En regardant de plus près la région que je connais le mieux, l’Amérique latine, on observe dans cet index des gagnants et des perdants logiques, avec le Chili comme champion, et le Venezuela comme mauvais élève. Le Venezuela apparaît cependant comme la nation d’Amérique Latine qui a le plus progressé au cours de la période de l’étude (de 2002 a 2008). Si l’on enlève le Venezuela comme cas extrême, et que nous effectuons une corrélation statistique entre tous les autres pays d’Amérique latine, cet échantillon préliminaire de données démontre une très faible corrélation entre la liberté personnelle et la liberté économique. Les pays ayant de faibles niveaux de liberté économique, comme l’Argentine et le Brésil, se démarquent avec un niveau de liberté individuelle plus élevé.
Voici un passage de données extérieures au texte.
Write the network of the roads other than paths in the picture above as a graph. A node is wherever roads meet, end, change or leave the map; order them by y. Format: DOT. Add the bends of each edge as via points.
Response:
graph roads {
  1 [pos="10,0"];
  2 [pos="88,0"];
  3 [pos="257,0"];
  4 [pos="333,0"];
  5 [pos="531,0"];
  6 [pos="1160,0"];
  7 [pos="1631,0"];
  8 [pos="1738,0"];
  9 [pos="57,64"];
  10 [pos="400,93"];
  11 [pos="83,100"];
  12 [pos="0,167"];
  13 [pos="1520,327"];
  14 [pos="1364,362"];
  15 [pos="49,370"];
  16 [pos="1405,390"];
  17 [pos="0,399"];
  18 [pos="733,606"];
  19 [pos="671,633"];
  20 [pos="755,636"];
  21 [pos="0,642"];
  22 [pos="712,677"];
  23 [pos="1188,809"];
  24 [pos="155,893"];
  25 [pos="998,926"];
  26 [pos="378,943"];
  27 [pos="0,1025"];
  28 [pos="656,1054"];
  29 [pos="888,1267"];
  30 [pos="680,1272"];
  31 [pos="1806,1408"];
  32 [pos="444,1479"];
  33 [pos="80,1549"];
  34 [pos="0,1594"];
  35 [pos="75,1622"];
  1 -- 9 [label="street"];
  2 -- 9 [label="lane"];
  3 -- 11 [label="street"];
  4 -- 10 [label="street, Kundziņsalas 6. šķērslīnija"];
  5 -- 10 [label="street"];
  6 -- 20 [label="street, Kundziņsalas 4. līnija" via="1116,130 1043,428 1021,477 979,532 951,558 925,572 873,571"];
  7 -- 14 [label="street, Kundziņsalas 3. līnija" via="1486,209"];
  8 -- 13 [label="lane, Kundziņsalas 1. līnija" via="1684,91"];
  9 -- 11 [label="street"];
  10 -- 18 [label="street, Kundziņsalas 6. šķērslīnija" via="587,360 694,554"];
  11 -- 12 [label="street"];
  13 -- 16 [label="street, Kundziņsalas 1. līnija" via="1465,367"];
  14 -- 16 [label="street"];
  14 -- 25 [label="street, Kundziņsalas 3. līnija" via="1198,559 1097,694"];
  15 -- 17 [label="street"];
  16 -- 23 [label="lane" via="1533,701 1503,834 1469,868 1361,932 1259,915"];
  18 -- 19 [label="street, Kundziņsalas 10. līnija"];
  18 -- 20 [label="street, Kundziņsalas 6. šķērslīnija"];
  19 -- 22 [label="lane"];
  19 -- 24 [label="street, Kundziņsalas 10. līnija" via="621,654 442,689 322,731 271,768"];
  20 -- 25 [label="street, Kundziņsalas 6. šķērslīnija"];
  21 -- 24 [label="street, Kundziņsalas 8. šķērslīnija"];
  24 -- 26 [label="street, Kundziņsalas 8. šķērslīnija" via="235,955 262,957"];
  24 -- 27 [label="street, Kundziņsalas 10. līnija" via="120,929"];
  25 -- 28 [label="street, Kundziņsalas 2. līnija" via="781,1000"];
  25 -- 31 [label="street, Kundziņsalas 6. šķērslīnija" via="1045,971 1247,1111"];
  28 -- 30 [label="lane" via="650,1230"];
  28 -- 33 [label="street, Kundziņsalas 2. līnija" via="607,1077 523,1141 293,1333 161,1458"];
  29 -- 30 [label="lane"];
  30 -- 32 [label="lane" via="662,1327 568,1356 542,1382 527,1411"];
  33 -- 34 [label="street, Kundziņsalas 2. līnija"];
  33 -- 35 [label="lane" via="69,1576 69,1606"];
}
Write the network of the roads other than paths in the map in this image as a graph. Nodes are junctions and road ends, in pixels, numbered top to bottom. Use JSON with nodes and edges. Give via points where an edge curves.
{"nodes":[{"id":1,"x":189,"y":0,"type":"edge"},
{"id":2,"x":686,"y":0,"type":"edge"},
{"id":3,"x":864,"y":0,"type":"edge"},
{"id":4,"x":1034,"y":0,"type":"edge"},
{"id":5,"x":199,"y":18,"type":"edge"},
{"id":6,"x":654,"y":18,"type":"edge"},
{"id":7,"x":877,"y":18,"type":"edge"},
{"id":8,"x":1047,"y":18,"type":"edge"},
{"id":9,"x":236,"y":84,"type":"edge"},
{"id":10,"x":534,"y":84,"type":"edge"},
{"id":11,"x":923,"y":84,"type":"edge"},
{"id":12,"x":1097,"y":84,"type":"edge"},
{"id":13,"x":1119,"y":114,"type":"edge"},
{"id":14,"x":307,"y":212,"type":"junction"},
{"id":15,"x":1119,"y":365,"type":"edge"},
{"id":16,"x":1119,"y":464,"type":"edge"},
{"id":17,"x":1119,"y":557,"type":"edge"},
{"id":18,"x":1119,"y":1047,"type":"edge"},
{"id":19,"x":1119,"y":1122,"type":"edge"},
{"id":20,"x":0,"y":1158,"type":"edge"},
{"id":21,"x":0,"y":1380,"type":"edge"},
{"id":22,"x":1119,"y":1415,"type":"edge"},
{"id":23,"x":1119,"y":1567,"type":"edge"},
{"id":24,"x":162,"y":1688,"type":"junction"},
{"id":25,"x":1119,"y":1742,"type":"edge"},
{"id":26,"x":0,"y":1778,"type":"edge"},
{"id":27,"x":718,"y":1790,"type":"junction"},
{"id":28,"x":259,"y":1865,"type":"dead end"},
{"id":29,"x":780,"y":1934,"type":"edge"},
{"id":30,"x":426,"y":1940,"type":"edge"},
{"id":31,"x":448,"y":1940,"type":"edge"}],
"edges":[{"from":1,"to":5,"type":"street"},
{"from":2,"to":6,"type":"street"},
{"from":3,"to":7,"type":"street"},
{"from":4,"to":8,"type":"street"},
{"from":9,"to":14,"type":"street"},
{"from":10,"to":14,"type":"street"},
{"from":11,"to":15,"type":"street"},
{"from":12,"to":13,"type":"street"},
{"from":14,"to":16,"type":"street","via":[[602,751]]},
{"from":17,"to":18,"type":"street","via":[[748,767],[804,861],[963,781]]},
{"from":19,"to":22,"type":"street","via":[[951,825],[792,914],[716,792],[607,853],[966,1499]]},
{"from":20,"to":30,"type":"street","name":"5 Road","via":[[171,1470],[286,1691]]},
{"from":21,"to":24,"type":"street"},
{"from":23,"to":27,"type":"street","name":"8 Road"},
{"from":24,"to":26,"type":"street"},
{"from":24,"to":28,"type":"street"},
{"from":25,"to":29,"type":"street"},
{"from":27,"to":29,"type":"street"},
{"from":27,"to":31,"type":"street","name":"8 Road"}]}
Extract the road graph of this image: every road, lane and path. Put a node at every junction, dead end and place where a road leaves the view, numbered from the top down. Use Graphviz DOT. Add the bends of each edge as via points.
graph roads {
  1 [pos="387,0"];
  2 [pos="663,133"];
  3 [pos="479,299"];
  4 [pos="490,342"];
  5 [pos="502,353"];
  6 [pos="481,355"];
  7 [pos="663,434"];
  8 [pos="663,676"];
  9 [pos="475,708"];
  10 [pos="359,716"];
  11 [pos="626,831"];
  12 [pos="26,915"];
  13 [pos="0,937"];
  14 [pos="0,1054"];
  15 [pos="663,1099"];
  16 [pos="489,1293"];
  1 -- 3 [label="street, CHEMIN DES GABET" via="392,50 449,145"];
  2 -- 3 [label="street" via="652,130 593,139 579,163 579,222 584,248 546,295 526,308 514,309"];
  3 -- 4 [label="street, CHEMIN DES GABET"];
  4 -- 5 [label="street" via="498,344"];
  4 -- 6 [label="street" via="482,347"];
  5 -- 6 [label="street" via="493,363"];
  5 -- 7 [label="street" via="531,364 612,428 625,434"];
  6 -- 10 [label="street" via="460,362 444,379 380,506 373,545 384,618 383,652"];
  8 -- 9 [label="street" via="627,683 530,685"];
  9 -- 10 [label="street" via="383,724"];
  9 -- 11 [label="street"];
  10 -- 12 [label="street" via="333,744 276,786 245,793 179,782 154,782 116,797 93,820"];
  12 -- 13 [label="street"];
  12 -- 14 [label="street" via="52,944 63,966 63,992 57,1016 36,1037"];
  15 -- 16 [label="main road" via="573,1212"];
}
Les futures versions de cet index pourraient envisager que bien souvent les remèdes juridiques à la discrimination contre les minorités - tels que les homosexuels, qui ont été étudiés plus particulièrement dans cette première édition - vont de pair avec les restrictions à la libre association et à la liberté d’expression pour les organisations religieuses et autres. C’est ce qui s’est passé au Brésil et les gens redoutent que ce soit ce qui se passe actuellement aux États-Unis. Michael E. Walker et Fred McMahon, les deux économistes brillants qui ont mené cet effort à Fraser, ont beaucoup de mérite pour avoir lancé l’entreprise la plus sérieuse à ce jour de mesure de ce qui compte, et pour nous avoir donné tant de matière à méditer. Une analyse réalisée par le Dr. Alejandro Chafuen, membre du Comité des conseillers du The Center for Vision & Values, membre du conseil d'administration de Grove City College et président de Atlas Economic Research Foundation. Il est membre du conseil d'administration de l'Institut Fraser depuis 1991 (Les opinions exprimées par l'auteur sont personnelles et ne reflètent pas nécessairement celles de Grove City College ou celles de son comité de conseillers.)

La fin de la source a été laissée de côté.